Carl always felt happy walking along like this. It had been Carl’s dream, as long as he could remember, to become a Corpsman. The Time Corps, after all, was the guardian of the time stream, protector of the Ordered Society.
They approached the Power Building which, like all the other massive buildings of the Academy, was a simple cube in shape, beautiful in a stark way. Like everything else on campus, it vaguely reassured Carl. It was so—ordered.
Emotional lability—he repeated the term in his mind. He had taken the basic psychology course in first year; he knew what that meant: that he sometimes evaluated things with his heart rather than his head, more feelings than was good in a Corpsman.
Remember, it was constantly hammered into them, that the center of the Corps is values and principles. Carl preferred principles to emotions; the former were solid and reassuring, the latter illogical and changeable—labile, as the major had put it. In fact, Carl revered the Code of the Corps rather more than anyone in his year at the Academy, in an ardor approaching devotion, even love.
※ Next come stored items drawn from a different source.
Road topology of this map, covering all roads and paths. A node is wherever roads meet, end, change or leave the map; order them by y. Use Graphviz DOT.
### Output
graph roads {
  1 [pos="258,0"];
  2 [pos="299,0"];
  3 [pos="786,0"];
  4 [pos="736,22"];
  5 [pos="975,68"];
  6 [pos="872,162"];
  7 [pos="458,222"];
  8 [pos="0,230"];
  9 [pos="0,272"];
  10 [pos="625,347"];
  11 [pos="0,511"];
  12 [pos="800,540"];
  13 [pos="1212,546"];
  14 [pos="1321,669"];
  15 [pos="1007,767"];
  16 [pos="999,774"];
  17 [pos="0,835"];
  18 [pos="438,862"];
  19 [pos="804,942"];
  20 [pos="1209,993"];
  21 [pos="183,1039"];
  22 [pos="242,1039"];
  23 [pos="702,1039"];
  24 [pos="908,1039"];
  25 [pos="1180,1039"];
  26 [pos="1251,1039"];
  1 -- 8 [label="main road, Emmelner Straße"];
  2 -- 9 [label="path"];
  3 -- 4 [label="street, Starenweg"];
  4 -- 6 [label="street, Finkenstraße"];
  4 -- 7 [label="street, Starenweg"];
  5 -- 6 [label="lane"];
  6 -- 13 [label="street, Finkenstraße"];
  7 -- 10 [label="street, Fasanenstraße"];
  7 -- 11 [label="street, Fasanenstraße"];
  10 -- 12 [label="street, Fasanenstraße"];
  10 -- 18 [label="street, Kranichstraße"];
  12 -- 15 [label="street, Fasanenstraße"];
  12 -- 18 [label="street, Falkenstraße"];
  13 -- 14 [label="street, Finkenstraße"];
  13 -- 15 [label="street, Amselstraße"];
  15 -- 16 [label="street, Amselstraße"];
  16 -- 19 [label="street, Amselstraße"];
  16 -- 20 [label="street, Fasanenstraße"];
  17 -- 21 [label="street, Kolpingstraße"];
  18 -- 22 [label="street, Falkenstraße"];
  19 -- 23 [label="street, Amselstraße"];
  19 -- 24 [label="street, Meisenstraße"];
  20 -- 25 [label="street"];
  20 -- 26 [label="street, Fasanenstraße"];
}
It was his road to salvation—and the revelation of probationary status had threatened to cast him from that road. Which terrified him. He resolved to follow the instructions of the major to the tee, repeating some elements of the Practice as he walked with the others. There was the Code, the precepts, and the oath of allegiance to the Corps and the OS, the Ordered Society itself.
This helped calm him, and when they entered the large doors and ascended the broad steps to the Power Room, he felt as calm as all the others—which, admittedly, was not all that calm.